--- What the exercise asks ---
Find the lines below holding the word "double" and copy each of them.

--- Listed entries ---
* * *
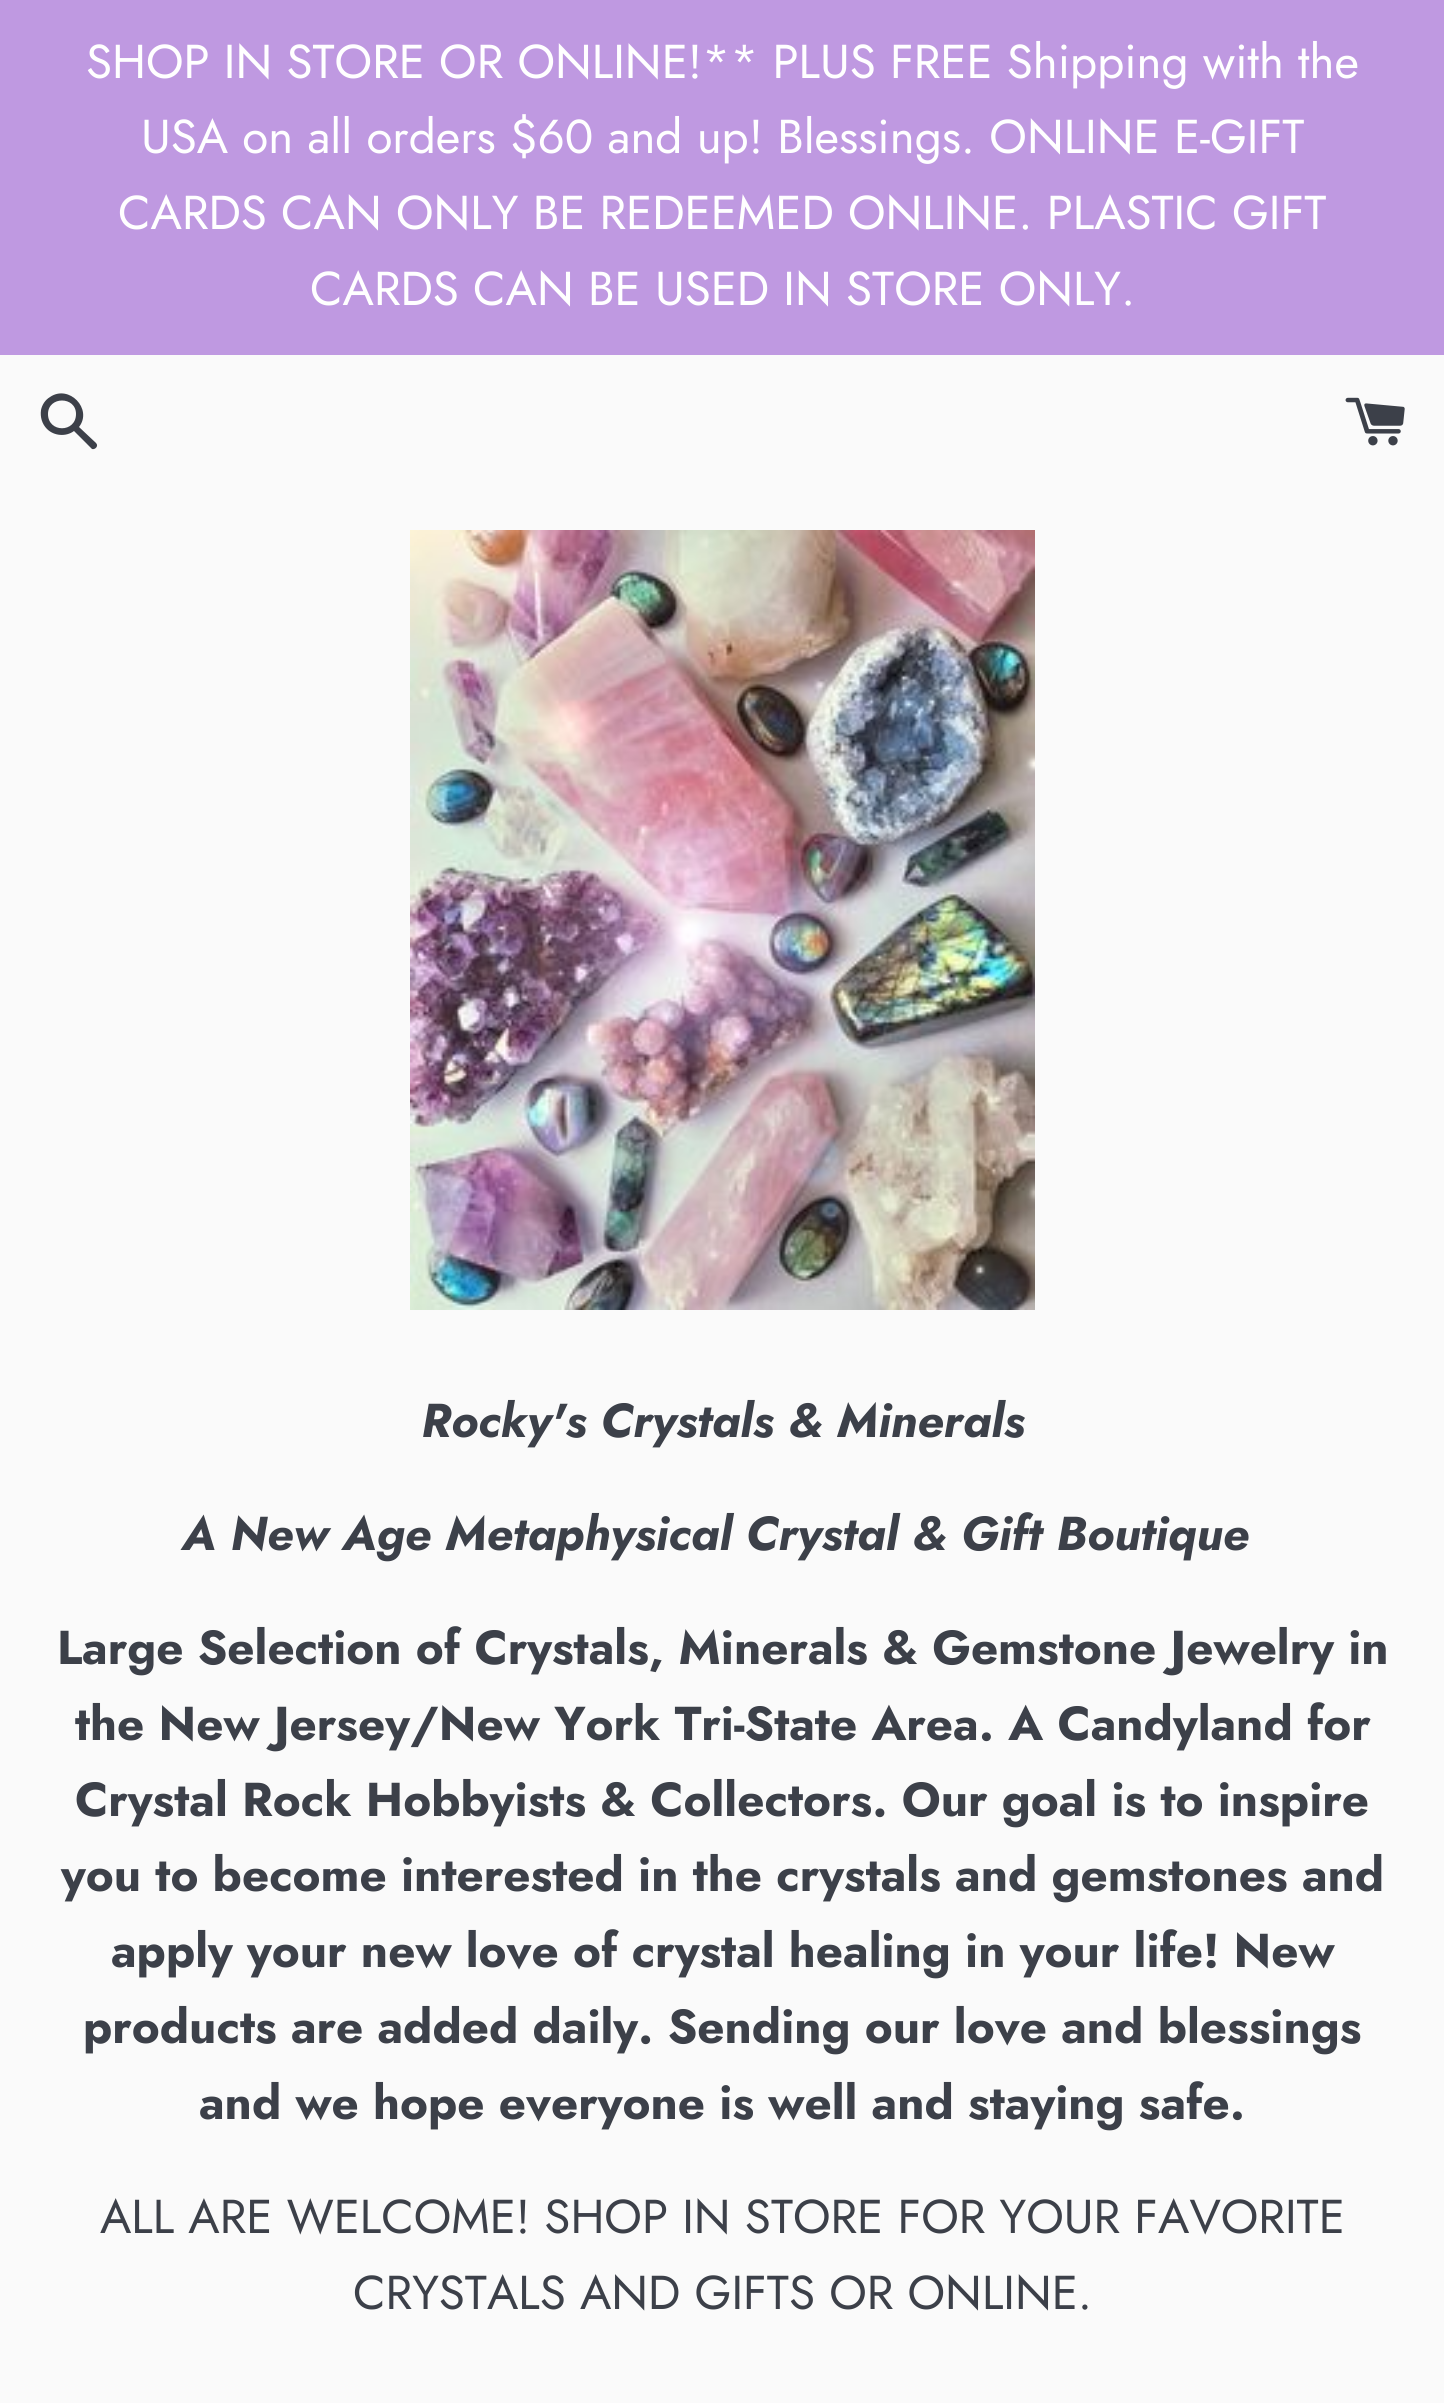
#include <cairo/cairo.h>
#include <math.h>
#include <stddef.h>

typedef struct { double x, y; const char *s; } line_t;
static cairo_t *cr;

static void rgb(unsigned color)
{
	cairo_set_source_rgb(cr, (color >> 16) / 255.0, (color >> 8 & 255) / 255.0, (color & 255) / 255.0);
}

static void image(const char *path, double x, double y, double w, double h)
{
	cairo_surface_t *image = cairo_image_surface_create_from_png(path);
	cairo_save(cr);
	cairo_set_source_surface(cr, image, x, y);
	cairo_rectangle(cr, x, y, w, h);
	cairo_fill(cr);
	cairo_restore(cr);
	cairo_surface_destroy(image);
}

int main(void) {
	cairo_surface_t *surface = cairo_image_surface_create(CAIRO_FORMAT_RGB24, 1444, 2403);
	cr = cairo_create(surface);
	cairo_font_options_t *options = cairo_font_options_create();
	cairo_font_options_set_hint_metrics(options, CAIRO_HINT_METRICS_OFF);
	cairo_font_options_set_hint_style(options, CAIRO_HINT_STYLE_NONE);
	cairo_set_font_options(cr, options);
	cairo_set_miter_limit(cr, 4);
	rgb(0xfafafa);
	cairo_paint(cr);
	rgb(0xbf99e1);
	cairo_rectangle(cr, 0, 0, 1444, 355);
	cairo_fill(cr);
	rgb(0x3c4049);
	cairo_new_path(cr);
	cairo_move_to(cr, 96, 443);
	cairo_line_to(cr, 79, 427);
	cairo_curve_to(cr, 93, 409, 69, 384, 50, 397);
	cairo_curve_to(cr, 45, 400, 42, 405, 41, 410);
	cairo_curve_to(cr, 40, 417, 42, 424, 47, 429);
	cairo_curve_to(cr, 54, 436, 66, 437, 74, 431);
	cairo_line_to(cr, 92, 449);
	cairo_curve_to(cr, 95, 450, 99, 446, 96, 443);
	cairo_close_path(cr);
	cairo_move_to(cr, 48, 414);
	cairo_curve_to(cr, 48, 396, 76, 396, 76, 414);
	cairo_curve_to(cr, 76, 433, 48, 433, 48, 414);
	cairo_close_path(cr);
	cairo_fill(cr);
	image("img/1.png", 1345, 397, 60, 49);
	image("img/2.png", 410, 530, 625, 780);
	cairo_select_font_face(cr, "Jost", CAIRO_FONT_SLANT_NORMAL, CAIRO_FONT_WEIGHT_NORMAL);
	cairo_set_font_size(cr, 47.5);
	rgb(0xffffff);
	{
		static const line_t items[] = {
			{86, 78, "SHOP IN STORE OR ONLINE!** PLUS FREE Shipping with the"},
			{141, 153, "USA on all orders $60 and up! Blessings. ONLINE E-GIFT"},
			{118, 229, "CARDS CAN ONLY BE REDEEMED ONLINE. PLASTIC GIFT"},
			{310, 305, "CARDS CAN BE USED IN STORE ONLY."},
		};
		for (size_t i = 0; i < sizeof items / sizeof *items; i++) {
			cairo_move_to(cr, items[i].x, items[i].y);
			cairo_show_text(cr, items[i].s);
		}
	}
	cairo_select_font_face(cr, "Jost", CAIRO_FONT_SLANT_ITALIC, CAIRO_FONT_WEIGHT_BOLD);
	rgb(0x3c4049);
	cairo_move_to(cr, 421, 1437);
	cairo_show_text(cr, "Rocky's Crystals & Minerals");
	cairo_move_to(cr, 182, 1550);
	cairo_show_text(cr, "A New Age Metaphysical Crystal & Gift Boutique");
	cairo_select_font_face(cr, "Jost", CAIRO_FONT_SLANT_NORMAL, CAIRO_FONT_WEIGHT_BOLD);
	{
		static const line_t items[] = {
			{57, 1664, "Large Selection of Crystals, Minerals & Gemstone Jewelry in"},
			{75, 1740, "the New Jersey/New York Tri-State Area. A Candyland for"},
			{75, 1816, "Crystal Rock Hobbyists & Collectors. Our goal is to inspire"},
			{61, 1891, "you to become interested in the crystals and gemstones and"},
			{111, 1967, "apply your new love of crystal healing in your life! New"},
			{83, 2043, "products are added daily. Sending our love and blessings"},
			{199, 2119, "and we hope everyone is well and staying safe."},
		};
		for (size_t i = 0; i < sizeof items / sizeof *items; i++) {
			cairo_move_to(cr, items[i].x, items[i].y);
			cairo_show_text(cr, items[i].s);
		}
	}
	cairo_select_font_face(cr, "Jost", CAIRO_FONT_SLANT_NORMAL, CAIRO_FONT_WEIGHT_NORMAL);
	cairo_move_to(cr, 100, 2233);
	cairo_show_text(cr, "ALL ARE WELCOME! SHOP IN STORE FOR YOUR FAVORITE");
	cairo_move_to(cr, 353, 2309);
	cairo_show_text(cr, "CRYSTALS AND GIFTS OR ONLINE.");
	cairo_surface_write_to_png(surface, "page.png");
	cairo_font_options_destroy(options);
	cairo_destroy(cr);
	cairo_surface_destroy(surface);
	return 0;
}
* * *
--- Exercise answer ---
typedef struct { double x, y; const char *s; } line_t;
static void image(const char *path, double x, double y, double w, double h)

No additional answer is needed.